A new class of high-speed Internet connection services touting unlimited access has made it even more tempting for students to take advantage of being online and chatting it up with friends using instant messenger.

Paul Wong
Students prefer online instant messaging services for its low-cost convenience. IM users have increased to more than 63 million in the U.S. and 250 million worldwide. (JESSICA YURASEK/Daily)

According to a report released in November by Jupiter Media Metrix, the number of people who use instant messaging – more commonly known as IM – has grown significantly to more than 63 million Americans within the past year. Whether in the workplace or simply killing time in the residence halls, online conversations have become the norm in terms of fast, cost-efficient communication.

“Most students will leave their computers on all day just in case someone needs to leave a message,” LSA freshman Aaron Barry said.

In lieu of paying costly bills for long-distance telephone calls, LSA sophomore Alex Eversmeyer uses IM two to three hours per day to keep in touch with family and friends out of state.

“It all depends who’s online … There are definitely times that when I’m chatting and I should really be doing schoolwork,” he said.

The number of people who use IM at work rose 34 percent from 10 million in Sept. 2000 to 13.4 million in Sept. 2001, according to the report. Home instant messaging grew 28 percent from 42 million in Sept. 2000 to 53.8 million in Sept. 2001.

Jupiter also reported an increase in IM usage time, showing a 110 percent increase to 4.9 billion minutes at work. For users at home, time spent chatting via IM increased 48 percent to 13.6 billion minutes.

LSA freshman Oliver Olsen said often times he finds IM to be unnecessary and a nuisance.

“The worst thing about it is that sometimes people upstairs will IM me, and it’s just so stupid because the whole point is to have interaction and it just takes away from everything,” Olsen said.

“My roommate sent me some random messages,” Olsen added, pointing to the computer directly behind him. “I really don’t know why. It’s really strange.”

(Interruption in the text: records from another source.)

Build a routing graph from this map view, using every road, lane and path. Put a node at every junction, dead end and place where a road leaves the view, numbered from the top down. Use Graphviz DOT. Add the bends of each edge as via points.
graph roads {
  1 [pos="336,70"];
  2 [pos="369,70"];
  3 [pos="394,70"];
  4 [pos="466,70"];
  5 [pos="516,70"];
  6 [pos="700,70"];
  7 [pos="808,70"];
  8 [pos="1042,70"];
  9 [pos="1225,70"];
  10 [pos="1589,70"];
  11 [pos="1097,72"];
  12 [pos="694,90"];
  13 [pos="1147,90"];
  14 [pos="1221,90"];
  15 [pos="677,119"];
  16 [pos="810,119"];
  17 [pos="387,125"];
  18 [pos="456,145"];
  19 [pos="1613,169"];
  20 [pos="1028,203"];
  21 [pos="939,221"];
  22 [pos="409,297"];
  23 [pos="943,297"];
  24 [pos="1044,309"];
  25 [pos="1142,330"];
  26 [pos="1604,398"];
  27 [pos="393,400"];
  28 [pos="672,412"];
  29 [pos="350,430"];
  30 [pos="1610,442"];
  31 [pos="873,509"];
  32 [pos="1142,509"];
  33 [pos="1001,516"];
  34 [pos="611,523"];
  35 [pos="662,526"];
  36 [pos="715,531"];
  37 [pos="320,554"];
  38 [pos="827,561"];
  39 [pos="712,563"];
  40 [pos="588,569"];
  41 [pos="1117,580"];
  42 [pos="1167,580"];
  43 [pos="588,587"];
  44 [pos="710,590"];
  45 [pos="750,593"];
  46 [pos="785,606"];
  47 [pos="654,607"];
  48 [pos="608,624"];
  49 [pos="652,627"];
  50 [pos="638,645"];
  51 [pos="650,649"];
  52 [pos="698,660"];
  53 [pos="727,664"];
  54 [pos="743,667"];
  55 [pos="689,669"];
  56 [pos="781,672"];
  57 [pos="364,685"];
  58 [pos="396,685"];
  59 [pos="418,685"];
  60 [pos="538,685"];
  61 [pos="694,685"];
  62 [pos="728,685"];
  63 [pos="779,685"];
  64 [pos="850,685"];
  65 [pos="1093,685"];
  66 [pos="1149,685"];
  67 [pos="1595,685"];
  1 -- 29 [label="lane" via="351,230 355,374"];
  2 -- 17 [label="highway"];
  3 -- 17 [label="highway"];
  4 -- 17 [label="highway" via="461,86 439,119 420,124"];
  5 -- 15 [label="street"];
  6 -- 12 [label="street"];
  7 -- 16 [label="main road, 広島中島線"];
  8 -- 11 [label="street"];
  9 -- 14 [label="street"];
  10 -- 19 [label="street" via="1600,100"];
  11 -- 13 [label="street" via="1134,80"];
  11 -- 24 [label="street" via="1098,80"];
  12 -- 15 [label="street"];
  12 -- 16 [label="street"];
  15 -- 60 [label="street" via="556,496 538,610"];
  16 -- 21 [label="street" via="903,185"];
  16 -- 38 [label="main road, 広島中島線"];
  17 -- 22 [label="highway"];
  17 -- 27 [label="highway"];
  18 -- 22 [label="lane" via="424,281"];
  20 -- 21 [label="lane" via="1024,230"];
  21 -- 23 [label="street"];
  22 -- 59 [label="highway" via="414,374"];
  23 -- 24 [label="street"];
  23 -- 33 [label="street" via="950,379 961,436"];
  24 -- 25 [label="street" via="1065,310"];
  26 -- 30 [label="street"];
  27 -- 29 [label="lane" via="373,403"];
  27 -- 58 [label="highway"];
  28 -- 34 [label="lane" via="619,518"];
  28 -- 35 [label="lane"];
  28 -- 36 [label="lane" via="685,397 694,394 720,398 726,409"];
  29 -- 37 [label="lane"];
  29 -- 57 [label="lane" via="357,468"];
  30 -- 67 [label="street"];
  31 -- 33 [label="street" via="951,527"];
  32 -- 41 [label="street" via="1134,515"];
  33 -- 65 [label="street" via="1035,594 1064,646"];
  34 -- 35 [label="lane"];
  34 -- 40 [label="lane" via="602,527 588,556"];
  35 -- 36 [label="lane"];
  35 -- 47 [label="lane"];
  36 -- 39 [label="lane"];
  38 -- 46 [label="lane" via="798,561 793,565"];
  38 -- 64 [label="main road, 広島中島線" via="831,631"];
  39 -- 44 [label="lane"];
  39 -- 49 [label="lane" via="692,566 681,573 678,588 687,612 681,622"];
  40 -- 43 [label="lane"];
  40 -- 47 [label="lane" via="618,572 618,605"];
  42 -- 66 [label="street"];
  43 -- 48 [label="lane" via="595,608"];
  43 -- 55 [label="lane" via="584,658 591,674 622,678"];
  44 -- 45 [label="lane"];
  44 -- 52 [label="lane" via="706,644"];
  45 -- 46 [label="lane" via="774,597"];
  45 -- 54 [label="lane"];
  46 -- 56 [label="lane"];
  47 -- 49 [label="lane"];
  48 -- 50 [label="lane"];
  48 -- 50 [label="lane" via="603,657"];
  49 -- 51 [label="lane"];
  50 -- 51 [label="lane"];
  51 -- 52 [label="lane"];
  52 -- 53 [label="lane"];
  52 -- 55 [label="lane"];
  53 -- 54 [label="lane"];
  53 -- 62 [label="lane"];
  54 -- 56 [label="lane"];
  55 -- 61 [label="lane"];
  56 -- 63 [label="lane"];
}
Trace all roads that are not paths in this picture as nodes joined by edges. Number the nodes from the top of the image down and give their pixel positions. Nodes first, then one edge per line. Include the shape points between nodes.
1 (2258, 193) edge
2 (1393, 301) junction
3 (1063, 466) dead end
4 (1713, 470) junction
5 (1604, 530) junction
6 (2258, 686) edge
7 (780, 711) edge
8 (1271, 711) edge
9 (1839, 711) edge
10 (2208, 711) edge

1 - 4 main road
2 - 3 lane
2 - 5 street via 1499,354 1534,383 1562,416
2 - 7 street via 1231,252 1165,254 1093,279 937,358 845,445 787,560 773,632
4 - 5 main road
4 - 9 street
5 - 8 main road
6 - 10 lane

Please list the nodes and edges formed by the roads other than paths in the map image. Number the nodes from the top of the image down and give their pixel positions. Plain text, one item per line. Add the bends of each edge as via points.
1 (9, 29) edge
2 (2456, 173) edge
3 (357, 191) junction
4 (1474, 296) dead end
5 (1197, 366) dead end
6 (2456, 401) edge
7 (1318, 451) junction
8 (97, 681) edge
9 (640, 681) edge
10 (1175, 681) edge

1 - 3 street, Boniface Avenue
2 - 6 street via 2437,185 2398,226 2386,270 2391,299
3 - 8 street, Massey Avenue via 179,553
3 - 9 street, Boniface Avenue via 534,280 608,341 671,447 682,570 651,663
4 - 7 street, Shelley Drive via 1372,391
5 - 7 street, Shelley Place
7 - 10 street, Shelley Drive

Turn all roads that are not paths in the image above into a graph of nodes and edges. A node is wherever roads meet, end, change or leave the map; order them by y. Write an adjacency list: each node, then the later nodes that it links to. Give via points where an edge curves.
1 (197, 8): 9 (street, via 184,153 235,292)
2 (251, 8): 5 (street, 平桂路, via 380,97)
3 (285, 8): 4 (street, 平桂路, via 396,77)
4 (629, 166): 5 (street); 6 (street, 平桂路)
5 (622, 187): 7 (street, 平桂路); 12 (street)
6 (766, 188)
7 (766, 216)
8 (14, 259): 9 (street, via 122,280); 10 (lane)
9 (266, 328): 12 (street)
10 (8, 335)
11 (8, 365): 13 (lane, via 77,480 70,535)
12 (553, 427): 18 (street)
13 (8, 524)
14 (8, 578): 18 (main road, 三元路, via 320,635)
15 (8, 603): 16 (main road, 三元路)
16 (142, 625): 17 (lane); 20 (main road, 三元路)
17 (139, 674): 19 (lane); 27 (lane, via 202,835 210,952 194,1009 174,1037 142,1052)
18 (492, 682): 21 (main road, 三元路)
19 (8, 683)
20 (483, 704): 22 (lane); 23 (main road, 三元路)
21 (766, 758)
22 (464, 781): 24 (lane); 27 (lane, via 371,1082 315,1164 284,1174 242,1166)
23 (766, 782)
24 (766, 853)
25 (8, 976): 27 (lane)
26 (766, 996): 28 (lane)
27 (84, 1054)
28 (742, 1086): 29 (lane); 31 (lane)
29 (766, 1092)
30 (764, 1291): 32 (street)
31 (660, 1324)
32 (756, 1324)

According to a study of IM users ages 12 to 17 from the Pew Internet and American Life Project, 57 percent of teens surveyed said they have blocked online messages, and 64 percent have refused to respond to someone they were mad at.

Harvard University psychologist Maressa Hecht Orzack said that people are attracted to the Internet for a number of reasons which, in the most serious cases, may lead to addictive disorders.

“There are three things that seem to cause some of the attraction – anonymity, affordability and accessibility,” she said. “Other people will find cyber connections more appealing than real life ones and may therefore neglect their obligation in work, school and family.”

For Barry, IM has not replaced having face-to-face conversations with his friends. He said the lack of personal connection is a major drawback in using Internet chat rooms.

“It’s kind of strange because you could be a completely different person online,” he said.

Twenty-six percent of IM using teens have pretended to be someone different while chatting, according to the Pew report. Thirty-seven percent of them have also said they have used IM to say something that they would not have said to somebody’s face.

Of the 754 teens who participated in the Pew study, 17 percent have used IM to ask someone out, while 13 percent have used IM to break up.

Orzack said although she isn’t against the advancement of technology, she wants to stress that not everything can be done through the keyboard or by the click of a mouse.

“People need real hugs, not virtual ones … virtual sex does not keep up the population.”

It is estimated that there are a quarter-billion IM users world-wide.